# Project: Portfolio - Final Project

**Instructions for Students:**

Please carefully follow these steps to complete and submit your assignment:

1. **Completing the Assignment**: You are required to work on and complete all tasks in the provided assignment. Be disciplined and ensure that you thoroughly engage with each task.
   
2. **Creating a Google Drive Folder**: If you don't previously have a folder for collecting assignments, you must create a new folder in your Google Drive. This will be a repository for all your completed assignment files, helping you keep your work organized and easy to access.
   
3. **Uploading Completed Assignment**: Upon completion of your assignment, make sure to upload all necessary files, involving codes, reports, and related documents into the created Google Drive folder. Save this link in the 'Student Identity' section and also provide it as the last parameter in the `submit` function that has been provided.
   
4. **Sharing Folder Link**: You're required to share the link to your assignment Google Drive folder. This is crucial for the submission and evaluation of your assignment.
   
5. **Setting Permission toPublic**: Please make sure your **Google Drive folder is set to public**. This allows your instructor to access your solutions and assess your work correctly.

Adhering to these procedures will facilitate a smooth assignment process for you and the reviewers.

**Description:**

Welcome to your final portfolio project assignment for AI Bootcamp. This is your chance to put all the skills and knowledge you've learned throughout the bootcamp into action by creating real-world AI application.

You have the freedom to create any application or model, be it text-based or image-based or even voice-based or multimodal.

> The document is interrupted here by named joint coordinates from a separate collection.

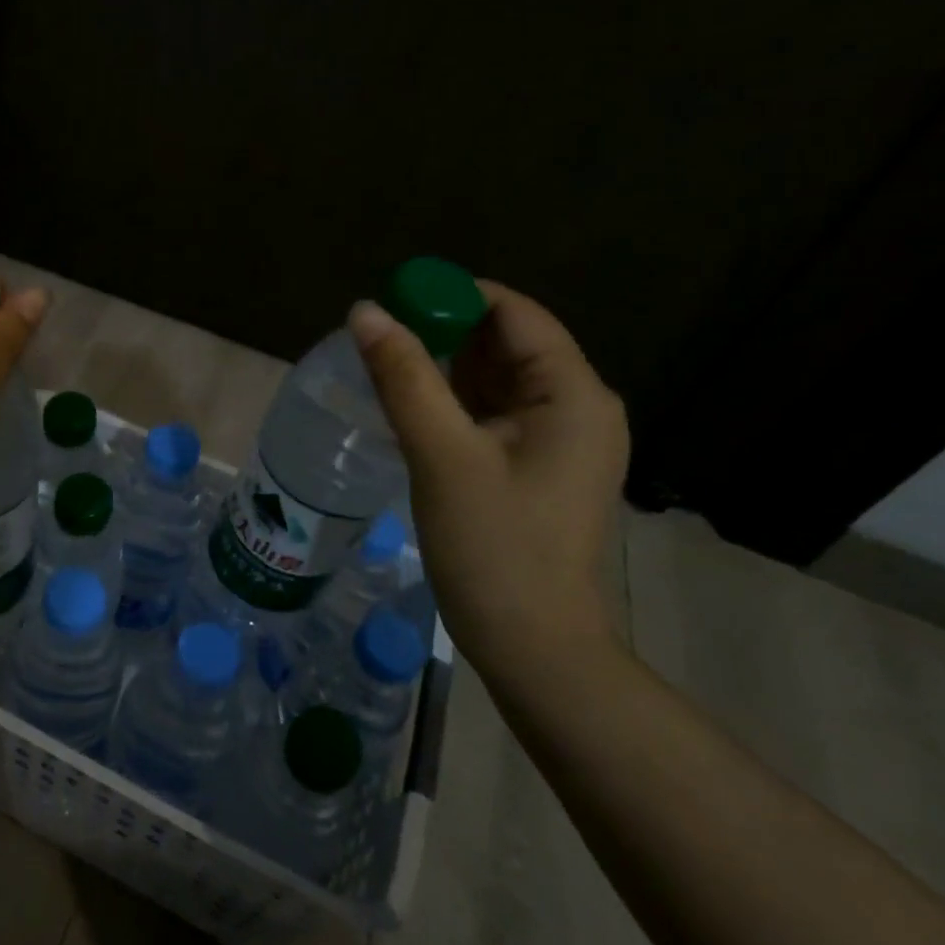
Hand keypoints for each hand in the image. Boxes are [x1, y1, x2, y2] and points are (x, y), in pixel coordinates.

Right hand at [350, 281, 628, 671]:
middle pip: (506, 342)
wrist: (533, 648)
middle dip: (444, 332)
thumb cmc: (494, 548)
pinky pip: (492, 412)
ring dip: (444, 367)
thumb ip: (404, 377)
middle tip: (378, 338)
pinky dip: (453, 401)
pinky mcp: (538, 466)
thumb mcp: (442, 455)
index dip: (453, 296)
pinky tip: (411, 406)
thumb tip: (365, 310)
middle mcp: (578, 406)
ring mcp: (560, 439)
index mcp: (573, 394)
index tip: (392, 299)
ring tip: (385, 366)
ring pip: (495, 379)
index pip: (514, 313)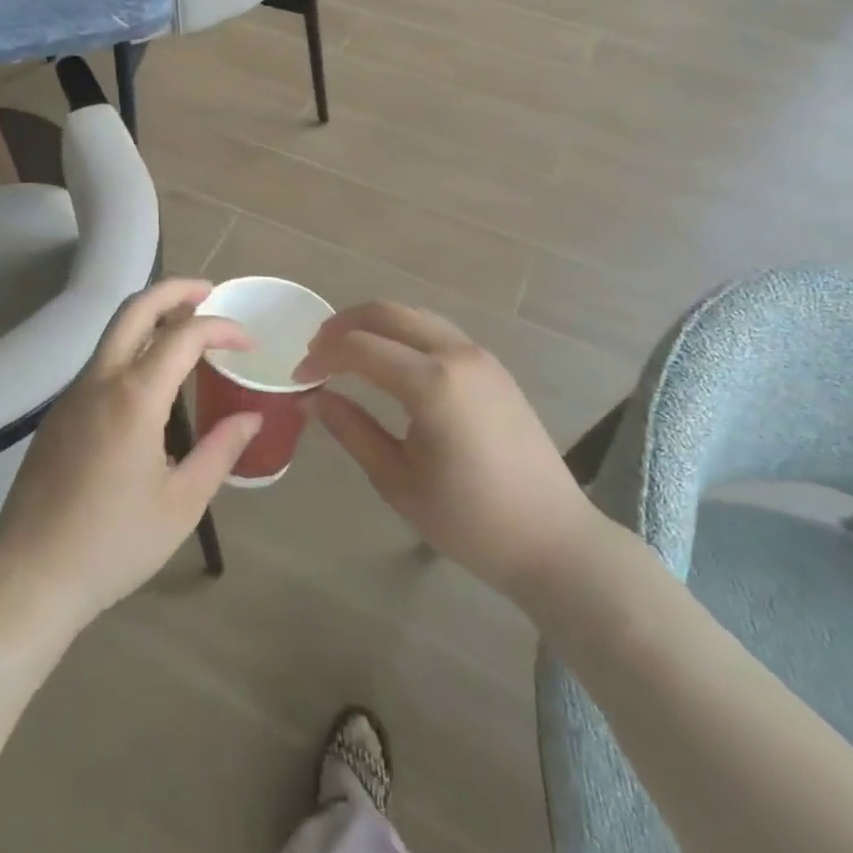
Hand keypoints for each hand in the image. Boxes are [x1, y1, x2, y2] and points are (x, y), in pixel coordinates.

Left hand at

To get you started, here are some ideas:

1. **Sentiment Analysis Application:** Develop an application that can determine sentiment (positive, negative, neutral) from text data like reviews or social media posts. You can use Natural Language Processing (NLP) libraries like NLTK or TextBlob, or more advanced pre-trained models from transformers library by Hugging Face, for your sentiment analysis model.

2. **Chatbot:** Design a chatbot serving a specific purpose such as customer service for a certain industry, a personal fitness coach, or a study helper. Libraries like ChatterBot or Dialogflow can assist in designing conversational agents.

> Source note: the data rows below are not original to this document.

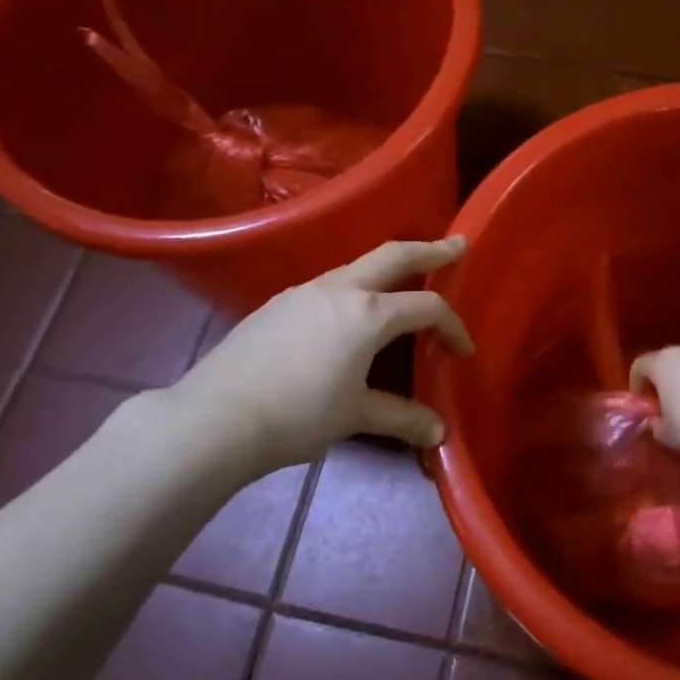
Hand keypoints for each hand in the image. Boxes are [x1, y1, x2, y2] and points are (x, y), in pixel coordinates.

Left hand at [175, 237, 473, 470]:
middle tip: (458, 245)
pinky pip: (329, 284)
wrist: (216, 418)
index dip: (453, 326)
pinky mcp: (278, 303)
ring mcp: (304, 291)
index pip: (427, 306)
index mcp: (368, 313)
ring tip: (403, 281)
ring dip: (388, 268)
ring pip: (357, 266)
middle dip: (430, 249)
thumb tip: (439, 434)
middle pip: (395, 255)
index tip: (464, 351)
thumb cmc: (298, 416)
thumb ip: (402, 418)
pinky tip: (347, 315)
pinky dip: (354, 287)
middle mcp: (339, 289)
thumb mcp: (355, 416)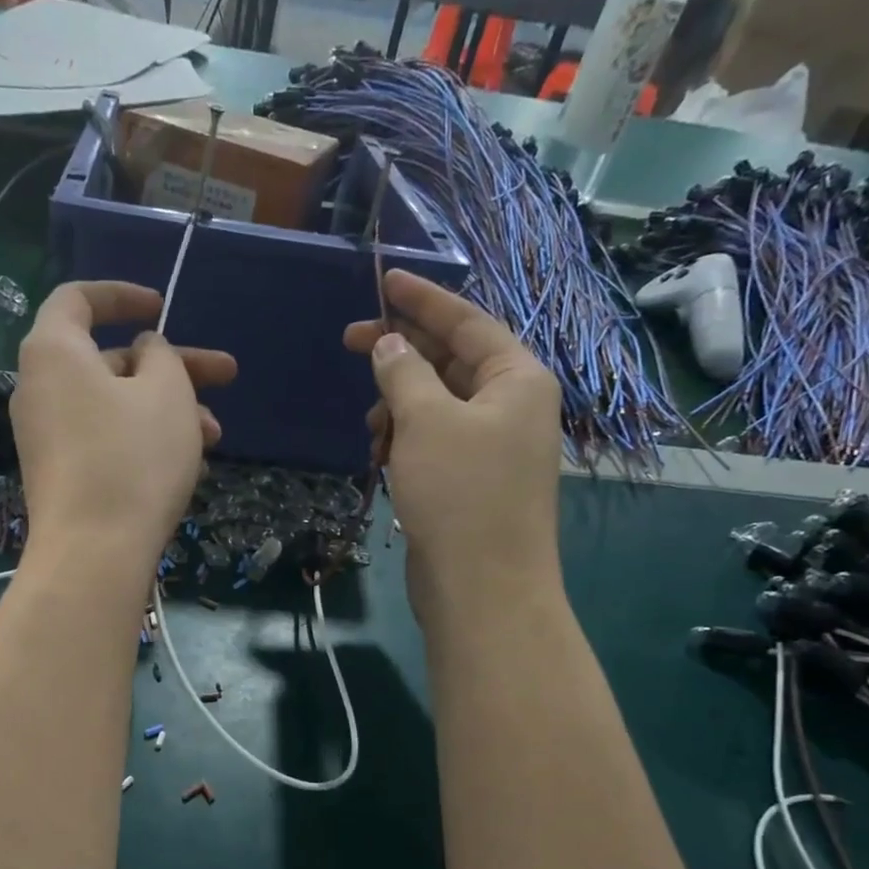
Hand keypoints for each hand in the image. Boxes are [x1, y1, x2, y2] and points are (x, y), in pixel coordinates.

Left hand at [14, 281, 235, 590]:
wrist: (93, 555)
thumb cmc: (133, 459)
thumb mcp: (166, 393)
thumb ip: (162, 357)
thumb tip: (145, 352)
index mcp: (55, 351)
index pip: (79, 299)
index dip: (123, 295)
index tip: (163, 307)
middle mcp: (41, 389)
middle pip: (111, 360)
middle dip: (174, 368)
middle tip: (226, 375)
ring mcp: (49, 436)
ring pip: (116, 406)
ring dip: (169, 412)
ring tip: (215, 437)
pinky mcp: (61, 475)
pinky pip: (106, 440)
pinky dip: (145, 440)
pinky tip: (189, 466)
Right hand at [344, 269, 562, 625]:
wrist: (482, 588)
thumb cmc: (460, 493)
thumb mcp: (426, 421)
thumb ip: (404, 372)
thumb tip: (388, 344)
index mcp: (517, 378)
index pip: (467, 321)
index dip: (423, 299)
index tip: (383, 281)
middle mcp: (511, 406)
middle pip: (451, 360)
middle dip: (402, 354)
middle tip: (351, 343)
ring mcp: (492, 446)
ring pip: (437, 404)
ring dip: (399, 405)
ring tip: (372, 427)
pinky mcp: (471, 481)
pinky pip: (434, 441)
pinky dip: (406, 439)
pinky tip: (381, 453)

3. **Predictive Text Application:** Develop a model that suggests the next word or sentence similar to predictive text on smartphone keyboards. You could use the transformers library by Hugging Face, which includes pre-trained models like GPT-2.

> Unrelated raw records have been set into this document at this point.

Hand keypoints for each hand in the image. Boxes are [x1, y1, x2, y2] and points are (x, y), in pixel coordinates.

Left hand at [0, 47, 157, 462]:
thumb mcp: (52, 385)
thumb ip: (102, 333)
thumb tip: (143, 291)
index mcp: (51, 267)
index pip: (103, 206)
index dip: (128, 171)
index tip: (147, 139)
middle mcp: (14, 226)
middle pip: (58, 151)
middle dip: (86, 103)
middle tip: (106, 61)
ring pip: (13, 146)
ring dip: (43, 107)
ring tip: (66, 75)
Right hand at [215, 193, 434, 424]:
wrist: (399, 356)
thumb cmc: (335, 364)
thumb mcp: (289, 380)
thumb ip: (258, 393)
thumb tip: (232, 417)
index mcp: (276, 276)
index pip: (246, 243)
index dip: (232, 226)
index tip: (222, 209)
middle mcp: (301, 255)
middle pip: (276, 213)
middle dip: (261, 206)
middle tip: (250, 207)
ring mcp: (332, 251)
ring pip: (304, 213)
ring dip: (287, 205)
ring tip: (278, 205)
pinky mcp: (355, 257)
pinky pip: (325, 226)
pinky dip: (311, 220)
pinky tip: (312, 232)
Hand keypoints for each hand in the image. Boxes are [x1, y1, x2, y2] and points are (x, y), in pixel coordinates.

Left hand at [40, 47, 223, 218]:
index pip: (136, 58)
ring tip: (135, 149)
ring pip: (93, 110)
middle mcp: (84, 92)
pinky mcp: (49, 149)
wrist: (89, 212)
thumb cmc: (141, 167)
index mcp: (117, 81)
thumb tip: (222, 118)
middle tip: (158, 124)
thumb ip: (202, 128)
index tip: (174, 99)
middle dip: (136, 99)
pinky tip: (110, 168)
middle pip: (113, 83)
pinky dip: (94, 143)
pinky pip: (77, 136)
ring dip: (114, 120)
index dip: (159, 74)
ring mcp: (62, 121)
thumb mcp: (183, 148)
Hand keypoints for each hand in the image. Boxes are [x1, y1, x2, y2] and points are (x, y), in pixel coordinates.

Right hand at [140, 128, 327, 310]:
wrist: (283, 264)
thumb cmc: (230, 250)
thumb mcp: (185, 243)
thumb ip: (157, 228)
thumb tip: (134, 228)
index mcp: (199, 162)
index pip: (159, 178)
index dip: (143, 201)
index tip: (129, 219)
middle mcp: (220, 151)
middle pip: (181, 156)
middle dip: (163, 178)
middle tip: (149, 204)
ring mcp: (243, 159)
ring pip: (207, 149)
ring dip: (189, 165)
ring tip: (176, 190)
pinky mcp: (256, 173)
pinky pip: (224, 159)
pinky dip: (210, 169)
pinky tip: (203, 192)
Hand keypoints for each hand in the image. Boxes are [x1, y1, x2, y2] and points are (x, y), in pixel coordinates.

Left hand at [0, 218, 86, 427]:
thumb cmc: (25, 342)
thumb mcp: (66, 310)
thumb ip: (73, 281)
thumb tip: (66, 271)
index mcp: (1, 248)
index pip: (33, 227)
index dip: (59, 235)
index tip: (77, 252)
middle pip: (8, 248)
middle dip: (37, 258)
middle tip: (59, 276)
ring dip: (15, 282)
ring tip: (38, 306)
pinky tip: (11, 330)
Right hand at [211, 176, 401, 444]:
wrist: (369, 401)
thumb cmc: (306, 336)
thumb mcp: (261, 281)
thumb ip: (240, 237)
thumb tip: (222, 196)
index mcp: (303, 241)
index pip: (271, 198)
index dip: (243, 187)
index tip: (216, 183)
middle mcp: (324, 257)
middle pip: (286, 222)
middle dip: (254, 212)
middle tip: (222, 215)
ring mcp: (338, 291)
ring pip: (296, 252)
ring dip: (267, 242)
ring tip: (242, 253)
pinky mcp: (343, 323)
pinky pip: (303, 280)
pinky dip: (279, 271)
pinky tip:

4. **Image Classification Application:** Create a model to distinguish between different types of flowers or fruits. For this type of image classification task, pre-trained models like ResNet or VGG from PyTorch or TensorFlow can be utilized.

5. **News Article Classifier:** Develop a text classification model that categorizes news articles into predefined categories. NLTK, SpaCy, and sklearn are valuable libraries for text pre-processing, feature extraction, and building classification models.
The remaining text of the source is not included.